Beyond quality attributes relevant to serving the model, engineers are often interested in further model qualities that influence how the model can be used in production as part of a system and how the model supports or inhibits achieving system requirements. Interpretability and explainability are often important qualities for a model in a system, which describe to what degree a human can understand the internals of a model (e.g., for debugging and auditing) and to what degree the model can provide useful explanations for why it predicts a certain output for a given input. Model fairness characterizes various differences in accuracy or outcomes across different regions of the input, typically split by gender, race, or other protected attributes. Several further qualities are sometimes considered in the context of safety, security, and privacy: A model’s robustness characterizes to what degree a model’s predictions are stable when the input is changed in minor ways, whether due to random noise or intentional attacks. A model is called calibrated when the confidence scores the model produces reflect the actual probability that the prediction is correct. Some researchers have also suggested assessing privacy as a quality attribute, for example, measuring to what degree individual training data can be recovered from a model. We will discuss these quality concerns and how they relate to larger system design considerations in the responsible engineering chapters.

Most quality attributes of models can be severely influenced by the choice of machine-learning algorithm (and hyperparameter) used to train the model. Many, including accuracy, robustness, and fairness, also depend heavily on the training data used to train the model.

Common Quality Attributes of Machine-Learning Algorithms

In addition to quality attributes for the learned model, engineers also often need to make decisions that consider quality attributes of the learning process, especially if the model is to be retrained regularly in production.

A key concern about the training process is training latency, that is, how long it takes to train or retrain a model. Some machine-learning algorithms can be distributed more or less easily (learning is usually not as easily parallelized as serving, as we will briefly discuss in chapter Scaling the System). Some learning algorithms scale better to (1) larger datasets or (2) more features than others. Hardware requirements regarding memory, CPU, and GPU also vary widely between learning algorithms, such as deep learning benefitting substantially from GPUs for all the floating point arithmetic involved in learning. All this influences training cost, which again informs the amount of experimentation that is feasible for an organization and the frequency that models can be retrained feasibly in production. For example, the GPT-3 model is estimated to have cost between 4 and 12 million US dollars for necessary computing resources alone (about 355 GPU-years) for a single training run. However, even very high training costs may be amortized if a model is used extensively and not frequently retrained, as many foundation models are. In our fraud-detection scenario, moderate to high training costs may be acceptable as they are amortized across many predictions; regular retraining to account for new fraud patterns will be necessary, but probably occur not much more often than daily or weekly.

The resources that organizations are able or willing to invest for (re-)training and experimentation vary widely between organizations. Especially when it comes to very expensive training of foundation models with extremely large datasets, large organizations with plenty of funding have a significant advantage over smaller organizations, raising concerns that a few large companies may dominate the market for certain kinds of models and hinder competition. In addition to costs, energy consumption during training has also received attention.
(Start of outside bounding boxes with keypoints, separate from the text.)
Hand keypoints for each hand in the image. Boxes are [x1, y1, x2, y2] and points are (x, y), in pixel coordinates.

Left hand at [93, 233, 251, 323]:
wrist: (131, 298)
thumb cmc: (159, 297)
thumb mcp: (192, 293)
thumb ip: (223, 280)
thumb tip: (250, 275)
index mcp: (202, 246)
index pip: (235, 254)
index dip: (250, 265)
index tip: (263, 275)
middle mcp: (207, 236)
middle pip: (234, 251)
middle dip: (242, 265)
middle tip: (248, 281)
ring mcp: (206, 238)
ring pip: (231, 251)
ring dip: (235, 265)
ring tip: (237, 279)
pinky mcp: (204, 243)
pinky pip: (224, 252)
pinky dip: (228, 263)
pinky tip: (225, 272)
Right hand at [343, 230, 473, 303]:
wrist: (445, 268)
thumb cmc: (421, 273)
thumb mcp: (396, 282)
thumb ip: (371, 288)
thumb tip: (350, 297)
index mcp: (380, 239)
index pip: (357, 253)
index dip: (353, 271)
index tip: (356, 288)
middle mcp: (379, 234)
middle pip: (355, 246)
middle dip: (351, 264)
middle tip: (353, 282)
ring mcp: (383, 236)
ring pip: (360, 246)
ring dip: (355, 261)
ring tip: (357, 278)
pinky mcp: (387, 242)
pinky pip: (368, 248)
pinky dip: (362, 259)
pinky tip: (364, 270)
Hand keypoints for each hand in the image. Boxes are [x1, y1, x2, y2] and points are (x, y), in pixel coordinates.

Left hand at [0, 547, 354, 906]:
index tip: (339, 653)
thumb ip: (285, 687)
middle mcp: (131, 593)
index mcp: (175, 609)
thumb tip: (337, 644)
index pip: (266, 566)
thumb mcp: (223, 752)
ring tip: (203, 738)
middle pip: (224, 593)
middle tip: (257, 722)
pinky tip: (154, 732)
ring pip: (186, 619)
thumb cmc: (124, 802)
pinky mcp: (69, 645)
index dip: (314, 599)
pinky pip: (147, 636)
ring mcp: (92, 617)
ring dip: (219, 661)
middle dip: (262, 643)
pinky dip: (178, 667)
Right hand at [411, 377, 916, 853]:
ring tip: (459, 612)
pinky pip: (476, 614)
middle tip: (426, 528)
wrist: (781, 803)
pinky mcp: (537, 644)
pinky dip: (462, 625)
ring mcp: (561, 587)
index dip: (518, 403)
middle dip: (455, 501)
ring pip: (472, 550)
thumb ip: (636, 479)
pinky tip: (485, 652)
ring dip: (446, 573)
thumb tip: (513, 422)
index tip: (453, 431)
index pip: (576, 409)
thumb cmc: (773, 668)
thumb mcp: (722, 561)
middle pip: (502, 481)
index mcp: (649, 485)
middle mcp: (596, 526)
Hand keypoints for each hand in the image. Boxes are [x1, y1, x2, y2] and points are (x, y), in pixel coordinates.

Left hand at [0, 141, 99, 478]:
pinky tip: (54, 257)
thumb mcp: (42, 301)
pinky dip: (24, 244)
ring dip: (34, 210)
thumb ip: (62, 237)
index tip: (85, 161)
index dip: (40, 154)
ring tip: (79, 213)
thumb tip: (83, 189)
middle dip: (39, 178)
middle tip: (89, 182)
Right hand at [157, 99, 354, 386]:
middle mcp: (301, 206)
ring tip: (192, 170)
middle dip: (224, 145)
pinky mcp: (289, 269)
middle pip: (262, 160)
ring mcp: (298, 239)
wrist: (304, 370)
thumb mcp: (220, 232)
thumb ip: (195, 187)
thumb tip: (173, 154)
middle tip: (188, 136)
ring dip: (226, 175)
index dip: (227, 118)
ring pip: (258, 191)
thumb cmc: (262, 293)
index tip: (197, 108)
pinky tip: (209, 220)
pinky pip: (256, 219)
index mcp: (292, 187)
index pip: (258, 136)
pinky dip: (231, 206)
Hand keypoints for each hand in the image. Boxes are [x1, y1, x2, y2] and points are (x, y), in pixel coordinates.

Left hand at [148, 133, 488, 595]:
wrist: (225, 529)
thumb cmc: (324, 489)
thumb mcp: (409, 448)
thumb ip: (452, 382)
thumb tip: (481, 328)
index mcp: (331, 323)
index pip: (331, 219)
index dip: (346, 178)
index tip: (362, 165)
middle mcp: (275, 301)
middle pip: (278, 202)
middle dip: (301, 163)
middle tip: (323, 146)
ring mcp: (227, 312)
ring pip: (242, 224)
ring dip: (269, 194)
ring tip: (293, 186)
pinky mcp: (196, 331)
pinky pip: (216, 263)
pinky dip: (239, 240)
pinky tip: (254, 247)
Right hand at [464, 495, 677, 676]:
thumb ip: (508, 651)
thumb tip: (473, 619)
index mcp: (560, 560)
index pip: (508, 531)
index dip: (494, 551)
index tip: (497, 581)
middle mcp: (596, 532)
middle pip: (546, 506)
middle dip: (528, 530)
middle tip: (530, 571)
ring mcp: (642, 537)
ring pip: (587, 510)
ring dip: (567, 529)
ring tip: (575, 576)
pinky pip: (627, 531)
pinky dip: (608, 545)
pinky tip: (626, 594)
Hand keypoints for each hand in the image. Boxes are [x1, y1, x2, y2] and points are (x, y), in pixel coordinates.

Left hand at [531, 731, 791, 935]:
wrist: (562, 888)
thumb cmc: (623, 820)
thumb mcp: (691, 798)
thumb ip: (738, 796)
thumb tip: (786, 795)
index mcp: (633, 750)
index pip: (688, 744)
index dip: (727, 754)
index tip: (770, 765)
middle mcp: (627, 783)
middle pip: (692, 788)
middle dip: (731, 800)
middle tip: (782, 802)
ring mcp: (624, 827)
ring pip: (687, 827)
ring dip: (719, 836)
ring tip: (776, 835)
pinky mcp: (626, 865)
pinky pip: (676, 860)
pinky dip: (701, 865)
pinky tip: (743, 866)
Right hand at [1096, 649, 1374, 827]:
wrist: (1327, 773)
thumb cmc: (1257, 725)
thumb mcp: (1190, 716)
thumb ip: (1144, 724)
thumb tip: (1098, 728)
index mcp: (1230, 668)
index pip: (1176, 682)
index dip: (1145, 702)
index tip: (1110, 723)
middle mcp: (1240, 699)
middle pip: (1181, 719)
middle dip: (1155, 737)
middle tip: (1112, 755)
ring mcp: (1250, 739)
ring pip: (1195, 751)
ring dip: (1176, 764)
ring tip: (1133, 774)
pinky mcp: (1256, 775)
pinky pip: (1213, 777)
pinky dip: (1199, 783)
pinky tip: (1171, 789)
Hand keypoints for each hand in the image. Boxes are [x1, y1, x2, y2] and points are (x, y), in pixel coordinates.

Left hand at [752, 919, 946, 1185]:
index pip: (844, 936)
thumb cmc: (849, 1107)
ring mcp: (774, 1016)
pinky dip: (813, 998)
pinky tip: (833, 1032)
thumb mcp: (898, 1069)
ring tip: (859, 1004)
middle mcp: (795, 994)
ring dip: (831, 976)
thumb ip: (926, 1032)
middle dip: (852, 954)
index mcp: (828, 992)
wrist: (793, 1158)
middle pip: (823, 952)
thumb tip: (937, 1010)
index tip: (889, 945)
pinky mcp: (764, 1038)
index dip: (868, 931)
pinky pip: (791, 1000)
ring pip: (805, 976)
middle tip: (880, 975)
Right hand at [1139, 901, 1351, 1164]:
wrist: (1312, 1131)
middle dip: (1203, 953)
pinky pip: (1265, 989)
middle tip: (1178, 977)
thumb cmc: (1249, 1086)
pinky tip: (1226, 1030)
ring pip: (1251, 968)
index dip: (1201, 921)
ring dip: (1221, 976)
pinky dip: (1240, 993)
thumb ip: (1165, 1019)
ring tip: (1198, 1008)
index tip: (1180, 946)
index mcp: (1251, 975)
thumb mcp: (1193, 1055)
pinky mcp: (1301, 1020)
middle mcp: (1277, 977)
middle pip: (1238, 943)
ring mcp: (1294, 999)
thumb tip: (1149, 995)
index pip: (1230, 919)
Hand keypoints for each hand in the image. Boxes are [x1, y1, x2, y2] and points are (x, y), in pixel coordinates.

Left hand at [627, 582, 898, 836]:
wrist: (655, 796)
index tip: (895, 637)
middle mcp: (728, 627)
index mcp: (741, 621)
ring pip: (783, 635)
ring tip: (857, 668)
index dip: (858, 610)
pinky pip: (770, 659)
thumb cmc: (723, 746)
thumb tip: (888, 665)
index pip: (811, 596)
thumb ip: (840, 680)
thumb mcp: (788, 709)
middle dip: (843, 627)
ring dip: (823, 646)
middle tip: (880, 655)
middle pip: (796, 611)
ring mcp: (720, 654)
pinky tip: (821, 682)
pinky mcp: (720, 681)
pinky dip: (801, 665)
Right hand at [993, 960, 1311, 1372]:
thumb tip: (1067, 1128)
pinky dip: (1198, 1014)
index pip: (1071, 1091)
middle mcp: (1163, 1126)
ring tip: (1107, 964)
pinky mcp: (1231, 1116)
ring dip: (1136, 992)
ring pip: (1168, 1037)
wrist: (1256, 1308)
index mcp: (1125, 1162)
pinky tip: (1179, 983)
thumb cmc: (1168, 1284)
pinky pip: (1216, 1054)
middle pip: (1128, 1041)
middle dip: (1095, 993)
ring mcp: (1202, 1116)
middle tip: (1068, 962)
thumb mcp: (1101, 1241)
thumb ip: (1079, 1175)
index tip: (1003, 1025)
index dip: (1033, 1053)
In contrast to concerns about battery life during inference, concerns during training relate to high energy consumption and corresponding CO₂ emissions.

Some machine-learning algorithms allow incremental training, which can significantly reduce training costs in some settings, especially if more training data is added over time, say from the telemetry of the production system. For example, deep neural networks are trained incrementally to begin with and can be continuously trained with new data, whereas the standard decision-tree algorithm needs to look at all training data at once and hence needs to start over from scratch when the training data changes. If we can access live fraud claims in the credit card fraud scenario, incremental training on live data might surface new fraud patterns very quickly without spending the resources for retraining the entire model from scratch.

In a production system, the cost per prediction may be dominated by training costs, which can, in some settings, dwarf the inference costs when serving the model in production—especially if extensive experimentation is involved in building the model, when models are frequently retrained, or when the volume of predictions is low.

Beyond quality attributes related to cost and scalability, there are also a number of other considerations for training algorithms that are relevant in some settings. For example, some algorithms may work better on smaller datasets, some require less investment in feature engineering, some only learn linear relationships among features, some are more robust to noisy training data, and some are more stable and reproducible, possibly even deterministic in training. For example, deep neural networks are highly nondeterministic in training (due to random initial seeds and timing and batching differences during distributed learning) and may produce models with substantial differences in accuracy even when using the exact same hyperparameters; in contrast, basic decision trees algorithms are entirely deterministic and will reproduce the same model given the same data and hyperparameters.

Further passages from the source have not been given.